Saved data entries
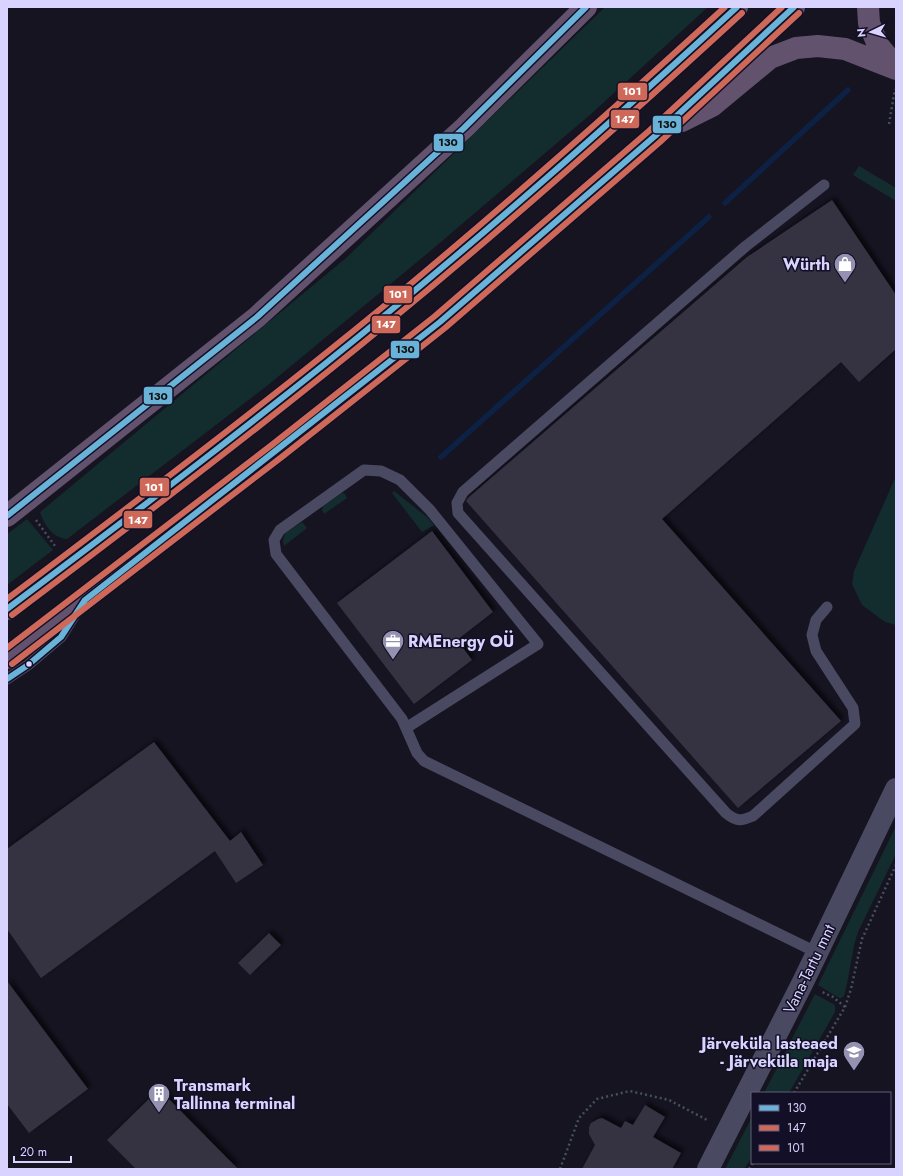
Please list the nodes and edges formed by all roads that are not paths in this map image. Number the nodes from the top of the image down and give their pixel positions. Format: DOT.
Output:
graph roads {
  1 [pos="586,7"];
  2 [pos="737,7"];
  3 [pos="794,7"];
  4 [pos="868,7"];
  5 [pos="896,68"];
  6 [pos="655,136"];
  7 [pos="824,185"];
  8 [pos="7,516"];
  9 [pos="84,600"];
  10 [pos="827,607"];
  11 [pos="7,609"];
  12 [pos="7,658"];
  13 [pos="7,679"];
  14 [pos="406,728"];
  15 [pos="896,789"];
  16 [pos="818,953"];
  17 [pos="708,1169"];
  1 -- 8 [label="highway"];
  2 -- 11 [label="highway"];
  3 -- 6 [label="highway"];
  4 -- 5 [label="highway"];
  5 -- 6 [label="highway"];
  6 -- 9 [label="highway"];
  7 -- 10 [label="lane"];
  9 -- 12 [label="highway"];
  9 -- 13 [label="lane"];
  14 -- 14 [label="lane"];
  14 -- 16 [label="lane"];
  15 -- 16 [label="street, Vana-Tartu mnt"];
  16 -- 17 [label="street, Vana-Tartu mnt"];
}
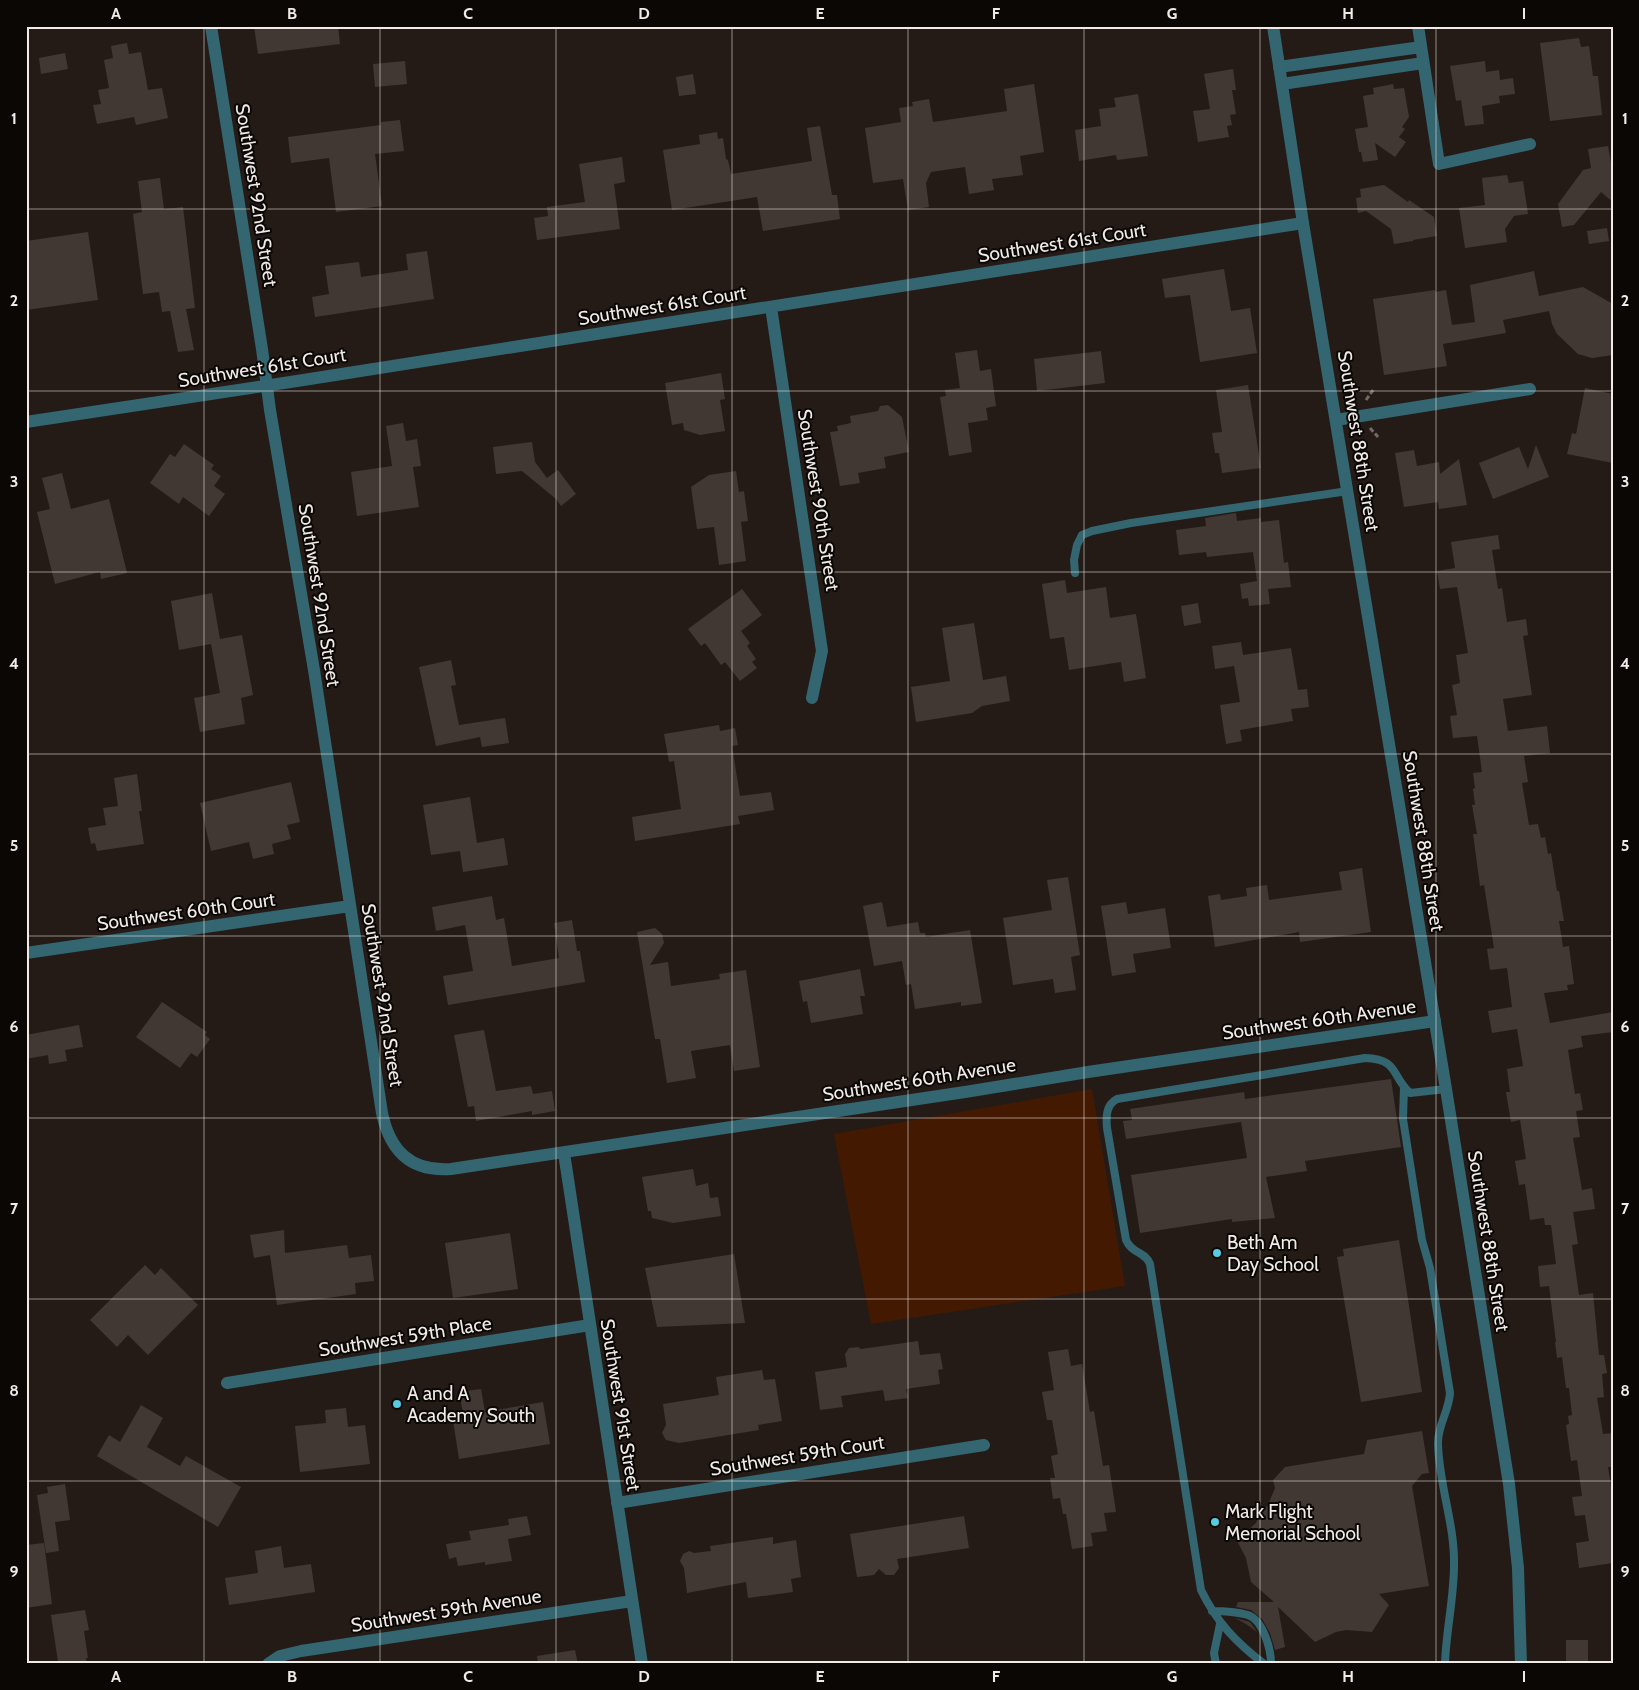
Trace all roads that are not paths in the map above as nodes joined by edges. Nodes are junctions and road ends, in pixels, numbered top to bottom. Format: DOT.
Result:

Task goal
The lines to return are those in the entries above that hold "Format".

Written answer
Please list the nodes and edges formed by all roads that are not paths in this map image. Number the nodes from the top of the image down and give their pixel positions. Format: DOT.
Trace all roads that are not paths in the map above as nodes joined by edges. Nodes are junctions and road ends, in pixels, numbered top to bottom. Format: DOT.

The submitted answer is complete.